Детали переписки, как и всю документацию проекта можно увидеть на выставке в Москве. Проект стал интерактивным - с участием корпорации. Обрастая письмами, комментариями юристов, он плавно дрейфует в сторону концептуализма, на который соц-артисты поглядывали недружелюбно: слишком интравертное искусство, далекое от народа. То ли дело наше "простодушное" , вышедшее если не только из поп-арта, но и из "дней минувших анекдотов" (от древности до полотна "Два вождя после дождя").
К слову, вопрос об истоках соц-арта тоже не столь очевиден. Одной из первых работ встречает зрителя на выставке Александра Косолапова двойной портрет: известное фото критика Осипа Брика со словом ЛЕФ вместо стекла пенсне, а рядом, встык - портрет молодого Александра Косолапова с крышкой от баночки черной икры вместо окуляра. Работа, кстати, того же 1982 года, называется "Икра-ЛЕФ". Казалось бы, классический прием выворачивания наизнанку фотомонтажа, столь любимого мастерами Левого Фронта искусства. Осип Брик смотрит сквозь "лефовские" очки, желая создать новое искусство, которое переделает мир. Художник Александр Косолапов меняет оптику: реклама предлагает не переделать, а потреблять мир.
Вместо декларируемого социального равенства - декларируемое неравенство. Предикатом элиты отныне становится не знатность рода, как в средневековье, не интеллектуальный потенциал и деловая хватка, как в новое время, а эксклюзивное потребление. Уж не пародия ли он? А если пародия, то неужто на давно почивший ЛЕФ? Неужто в 1982 нет повести актуальнее на свете, чем повесть о ЛЕФе, Лиле и Осипе Брике?
Сближение рекламы и пропаганды, "сходство между идеологическим продуктом советской культуры и консьюмеристским продуктом западной", открытое Косолаповым и соц-артистами, было секретом Полишинеля во времена НЭПа и ЛЕФа. И если потребление - это идеология, то и обратное верно.
Соц-арт с "лефовцами" объединяет не только умение обнажать идеологическую подоплеку визуального языка, но и во многом - методология. Искусство монтажа, интерес к массовой аудитории, решение функциональных задач и признание "ангажированности" художника, интерес к контексту, в котором существует произведение, - эти черты отличают не только фильм "Октябрь" Эйзенштейна, например, но и работы Александра Косолапова.
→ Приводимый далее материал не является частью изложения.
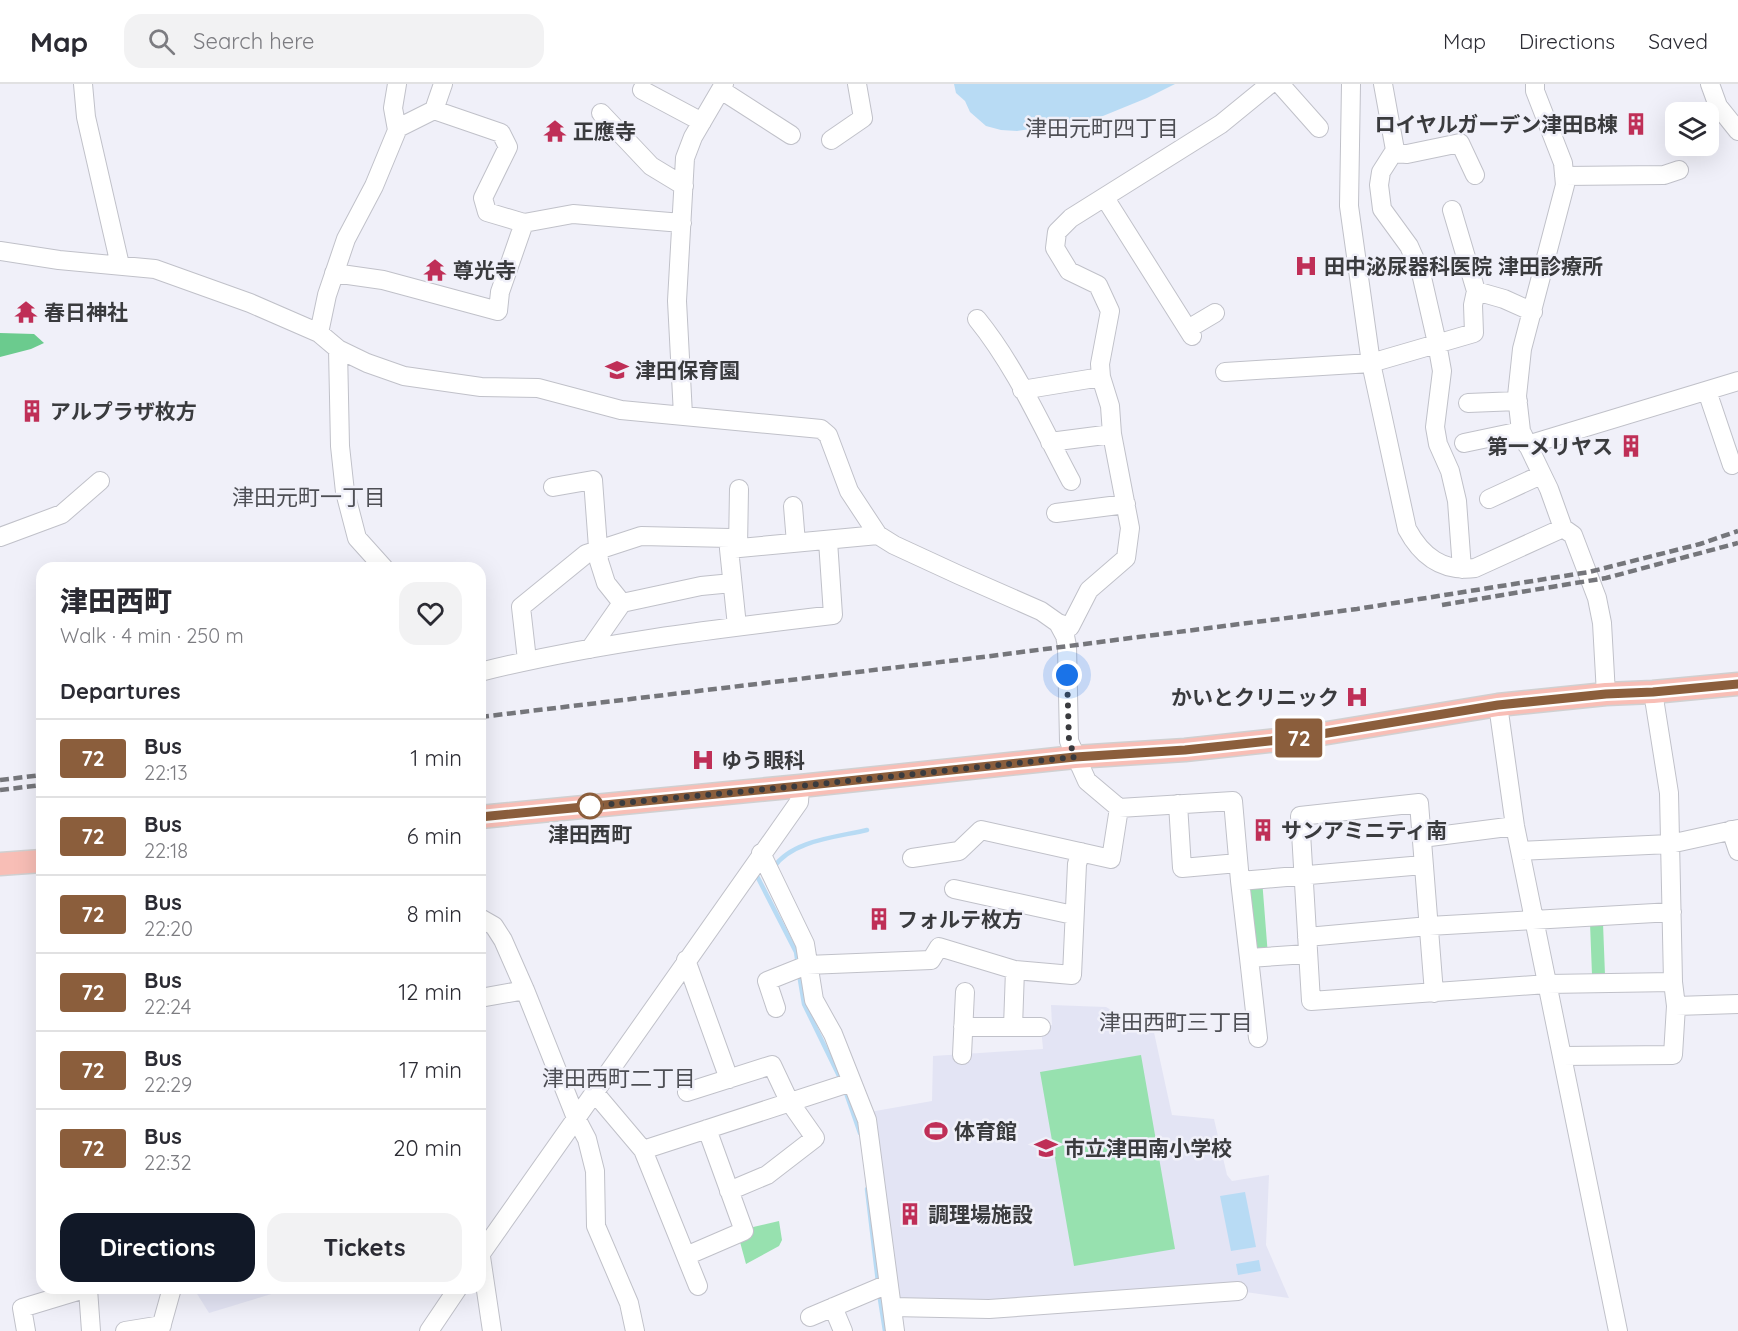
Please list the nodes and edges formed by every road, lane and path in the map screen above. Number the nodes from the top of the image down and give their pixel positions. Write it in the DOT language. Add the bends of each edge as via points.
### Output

Разумеется, Александр Косолапов, московский художник с европейской славой, живущий в Нью-Йорке, отдав должное "ЛЕФу", вышел далеко за его рамки. Как и за рамки соц-арта. Как он выразился в своем блоге, "сегодня художник использует всю историю искусства, как вы используете телефонный справочник". Среди его любимых номеров в его книжке - номера Энди Уорхола и Казимира Малевича, Марселя Дюшана и Веры Мухиной, Уолта Диснея и безымянных дизайнеров пачек папирос "Север", "Прибой", "Казбек"…
Неудивительно, что реперные точки экспозиции, выстроенной Картером Рэтклифом, критиком и поэтом, ставший куратором выставки Косолапова, задаются хронологией творческой биографии художника и его встречей с мастерами и героями всех времен и народов. Скучно не покажется!
Александр Косолапов, художник:
- Мой бэкграунд на русской почве - это авангард, в частности, Маяковский, футуристическая поэзия. Хотя я люблю раннего Маяковского, но все равно пониаю Маяковского, для которого был важен "ЛЕФ" или создание нового публичного формата. У Маяковского есть "Улицы - наши кисти. Площади - наши палитры", то есть искусство, которое апеллирует к пространству или выносится в социальное поле и должно звучать там, и если нужно, агитировать. Хотя я делаю станоковое искусство и зарабатываю на этом деньги, это не мои симпатии - это симпатии коллекционеров. Мои симпатии находятся именно на билбордных хайвеях и в "мемах" Интернета. Это те вещи, которые улавливаются за считанные секунды и становятся, по выражению Колмогорова, "внутренними лозунгами" или "внутренними слоганами".